→ Problem description: State how many lines in these records contain the word "down", and nothing else.

→ Records:
──────────────────────────────

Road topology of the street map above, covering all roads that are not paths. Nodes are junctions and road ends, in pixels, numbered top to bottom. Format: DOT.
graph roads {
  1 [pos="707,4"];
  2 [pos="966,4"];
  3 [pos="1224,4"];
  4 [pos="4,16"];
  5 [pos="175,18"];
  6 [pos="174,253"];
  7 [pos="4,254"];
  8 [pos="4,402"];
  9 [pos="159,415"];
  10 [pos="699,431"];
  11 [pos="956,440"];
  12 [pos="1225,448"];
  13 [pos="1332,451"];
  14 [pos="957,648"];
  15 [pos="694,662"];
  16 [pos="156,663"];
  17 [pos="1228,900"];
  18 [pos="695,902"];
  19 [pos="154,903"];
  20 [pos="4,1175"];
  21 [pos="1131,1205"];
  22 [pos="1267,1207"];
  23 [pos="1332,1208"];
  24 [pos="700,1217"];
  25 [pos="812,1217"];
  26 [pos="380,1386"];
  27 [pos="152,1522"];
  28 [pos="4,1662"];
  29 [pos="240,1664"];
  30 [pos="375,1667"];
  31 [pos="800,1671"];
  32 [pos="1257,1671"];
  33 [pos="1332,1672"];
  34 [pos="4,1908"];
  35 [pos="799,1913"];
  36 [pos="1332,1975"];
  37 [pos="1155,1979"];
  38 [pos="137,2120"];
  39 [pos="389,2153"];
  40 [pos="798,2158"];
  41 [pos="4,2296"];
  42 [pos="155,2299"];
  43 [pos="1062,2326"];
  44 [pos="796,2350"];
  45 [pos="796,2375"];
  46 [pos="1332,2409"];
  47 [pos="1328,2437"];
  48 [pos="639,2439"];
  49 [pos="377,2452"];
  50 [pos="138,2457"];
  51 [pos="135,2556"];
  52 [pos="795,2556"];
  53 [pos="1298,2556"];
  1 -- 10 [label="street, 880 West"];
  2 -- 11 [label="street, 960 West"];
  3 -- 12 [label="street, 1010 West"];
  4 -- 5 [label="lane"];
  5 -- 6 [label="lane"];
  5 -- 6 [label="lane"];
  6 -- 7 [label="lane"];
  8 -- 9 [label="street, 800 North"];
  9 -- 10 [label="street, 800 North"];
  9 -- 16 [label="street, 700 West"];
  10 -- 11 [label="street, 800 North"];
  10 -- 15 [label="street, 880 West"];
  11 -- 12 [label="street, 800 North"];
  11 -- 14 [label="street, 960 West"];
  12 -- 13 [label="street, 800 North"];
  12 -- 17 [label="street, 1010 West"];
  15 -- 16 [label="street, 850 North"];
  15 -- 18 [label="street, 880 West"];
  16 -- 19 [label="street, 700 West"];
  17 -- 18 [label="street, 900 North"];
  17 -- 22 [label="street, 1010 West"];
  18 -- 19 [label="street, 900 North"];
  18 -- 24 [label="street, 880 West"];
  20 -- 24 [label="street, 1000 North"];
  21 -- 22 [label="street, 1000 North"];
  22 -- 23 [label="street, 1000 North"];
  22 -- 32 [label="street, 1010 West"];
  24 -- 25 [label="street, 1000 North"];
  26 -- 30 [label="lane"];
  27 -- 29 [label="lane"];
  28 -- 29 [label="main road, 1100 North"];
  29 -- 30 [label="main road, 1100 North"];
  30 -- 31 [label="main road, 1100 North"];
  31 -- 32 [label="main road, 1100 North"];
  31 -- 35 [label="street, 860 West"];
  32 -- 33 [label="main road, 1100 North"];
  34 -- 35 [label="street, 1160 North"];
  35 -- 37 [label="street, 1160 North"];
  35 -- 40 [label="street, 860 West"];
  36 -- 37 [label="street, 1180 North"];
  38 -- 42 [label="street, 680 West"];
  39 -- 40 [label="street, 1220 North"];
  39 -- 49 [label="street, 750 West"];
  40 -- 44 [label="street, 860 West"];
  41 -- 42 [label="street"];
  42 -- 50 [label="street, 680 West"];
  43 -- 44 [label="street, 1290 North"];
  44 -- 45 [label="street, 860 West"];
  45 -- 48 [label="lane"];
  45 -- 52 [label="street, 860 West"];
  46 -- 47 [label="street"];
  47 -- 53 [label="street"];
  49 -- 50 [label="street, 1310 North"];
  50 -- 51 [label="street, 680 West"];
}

──────────────────────────────

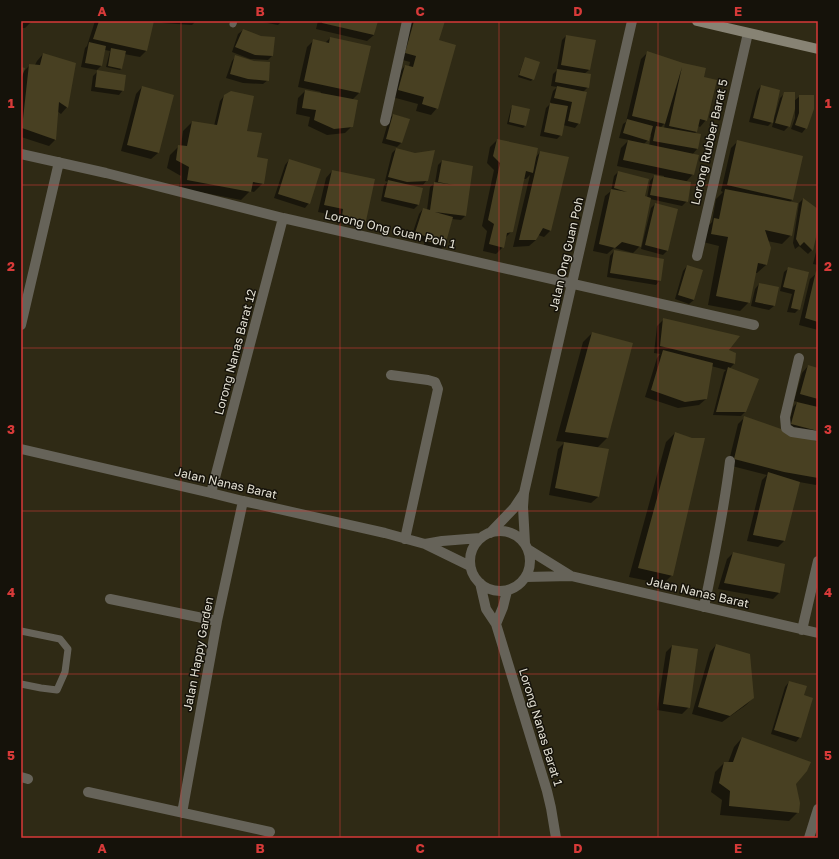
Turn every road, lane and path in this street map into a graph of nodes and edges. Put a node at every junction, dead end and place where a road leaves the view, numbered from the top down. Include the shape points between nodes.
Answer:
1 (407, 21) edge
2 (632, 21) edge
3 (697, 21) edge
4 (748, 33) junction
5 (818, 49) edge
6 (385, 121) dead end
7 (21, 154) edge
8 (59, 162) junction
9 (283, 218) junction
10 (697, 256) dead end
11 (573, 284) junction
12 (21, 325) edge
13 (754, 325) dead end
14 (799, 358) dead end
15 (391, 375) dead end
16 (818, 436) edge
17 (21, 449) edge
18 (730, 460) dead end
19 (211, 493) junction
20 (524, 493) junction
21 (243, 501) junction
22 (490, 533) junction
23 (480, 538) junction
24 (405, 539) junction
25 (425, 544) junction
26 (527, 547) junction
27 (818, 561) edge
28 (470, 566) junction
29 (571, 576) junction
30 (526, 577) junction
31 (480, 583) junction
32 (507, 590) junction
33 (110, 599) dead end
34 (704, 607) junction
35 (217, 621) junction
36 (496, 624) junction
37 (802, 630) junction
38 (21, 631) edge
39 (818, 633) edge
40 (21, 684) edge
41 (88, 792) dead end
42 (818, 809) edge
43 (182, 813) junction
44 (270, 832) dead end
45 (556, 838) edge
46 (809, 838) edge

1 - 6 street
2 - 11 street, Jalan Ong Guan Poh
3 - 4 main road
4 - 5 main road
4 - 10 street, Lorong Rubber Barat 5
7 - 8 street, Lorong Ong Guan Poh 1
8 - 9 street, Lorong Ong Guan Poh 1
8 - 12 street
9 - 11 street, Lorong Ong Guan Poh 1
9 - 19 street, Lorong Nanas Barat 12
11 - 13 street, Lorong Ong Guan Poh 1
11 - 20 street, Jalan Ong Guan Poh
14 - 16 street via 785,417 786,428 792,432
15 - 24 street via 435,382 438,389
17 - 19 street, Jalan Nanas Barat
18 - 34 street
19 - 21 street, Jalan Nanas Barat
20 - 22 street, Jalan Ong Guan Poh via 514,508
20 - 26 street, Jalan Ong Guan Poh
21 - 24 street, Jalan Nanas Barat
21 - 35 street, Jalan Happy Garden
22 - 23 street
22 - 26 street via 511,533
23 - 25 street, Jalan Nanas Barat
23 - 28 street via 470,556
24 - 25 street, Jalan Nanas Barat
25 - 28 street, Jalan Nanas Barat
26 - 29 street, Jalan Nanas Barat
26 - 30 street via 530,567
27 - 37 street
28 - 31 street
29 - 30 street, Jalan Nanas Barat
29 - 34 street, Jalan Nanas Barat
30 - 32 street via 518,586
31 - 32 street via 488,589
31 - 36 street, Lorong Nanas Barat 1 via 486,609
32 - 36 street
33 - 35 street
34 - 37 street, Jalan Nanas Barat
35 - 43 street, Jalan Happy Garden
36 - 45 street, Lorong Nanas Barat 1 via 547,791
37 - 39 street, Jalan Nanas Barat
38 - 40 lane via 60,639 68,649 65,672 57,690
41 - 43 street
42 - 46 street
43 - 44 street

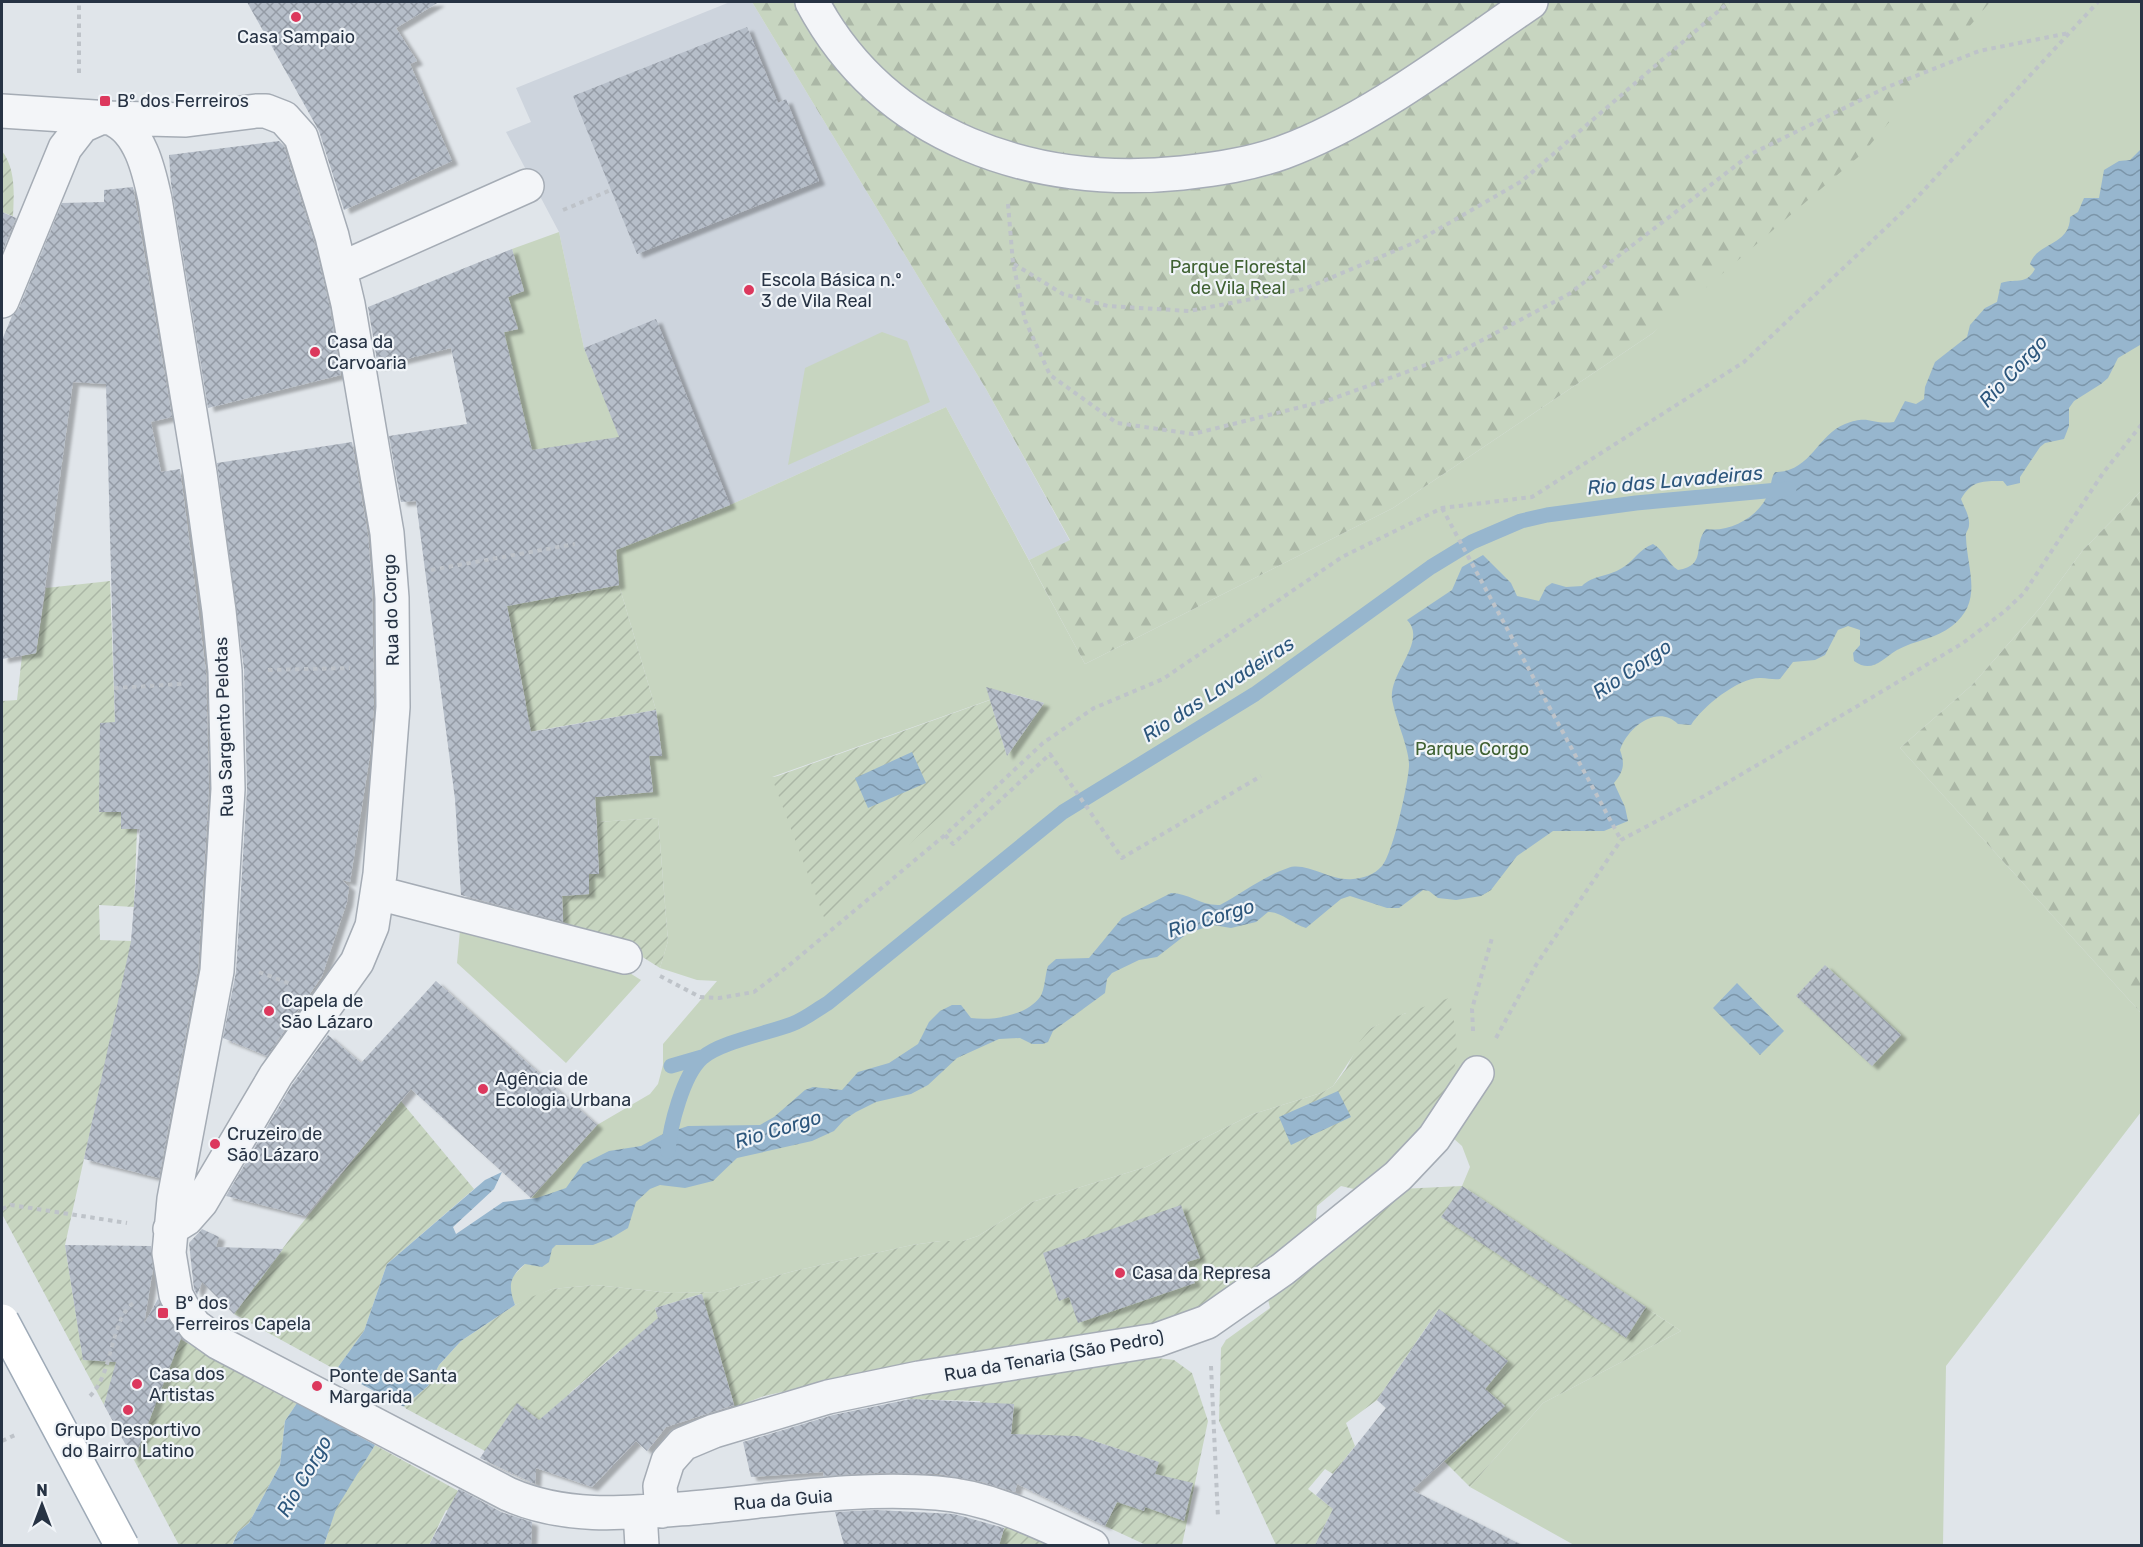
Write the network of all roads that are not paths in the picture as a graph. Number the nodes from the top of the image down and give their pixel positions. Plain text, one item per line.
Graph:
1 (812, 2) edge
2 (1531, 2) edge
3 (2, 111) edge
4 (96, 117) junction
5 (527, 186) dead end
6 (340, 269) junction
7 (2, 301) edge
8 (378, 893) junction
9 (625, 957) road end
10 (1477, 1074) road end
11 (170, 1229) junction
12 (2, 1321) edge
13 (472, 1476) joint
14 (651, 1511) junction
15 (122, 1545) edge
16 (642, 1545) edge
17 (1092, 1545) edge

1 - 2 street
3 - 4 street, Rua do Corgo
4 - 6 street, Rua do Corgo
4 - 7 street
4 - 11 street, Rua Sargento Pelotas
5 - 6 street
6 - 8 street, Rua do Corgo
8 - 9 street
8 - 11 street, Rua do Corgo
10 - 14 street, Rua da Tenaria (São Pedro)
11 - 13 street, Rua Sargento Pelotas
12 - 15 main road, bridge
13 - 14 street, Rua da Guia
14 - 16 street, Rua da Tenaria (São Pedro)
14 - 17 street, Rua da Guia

──────────────────────────────

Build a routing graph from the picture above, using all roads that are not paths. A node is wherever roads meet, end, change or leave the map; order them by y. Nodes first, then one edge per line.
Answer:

──────────────────────────────

→ Answer section: 2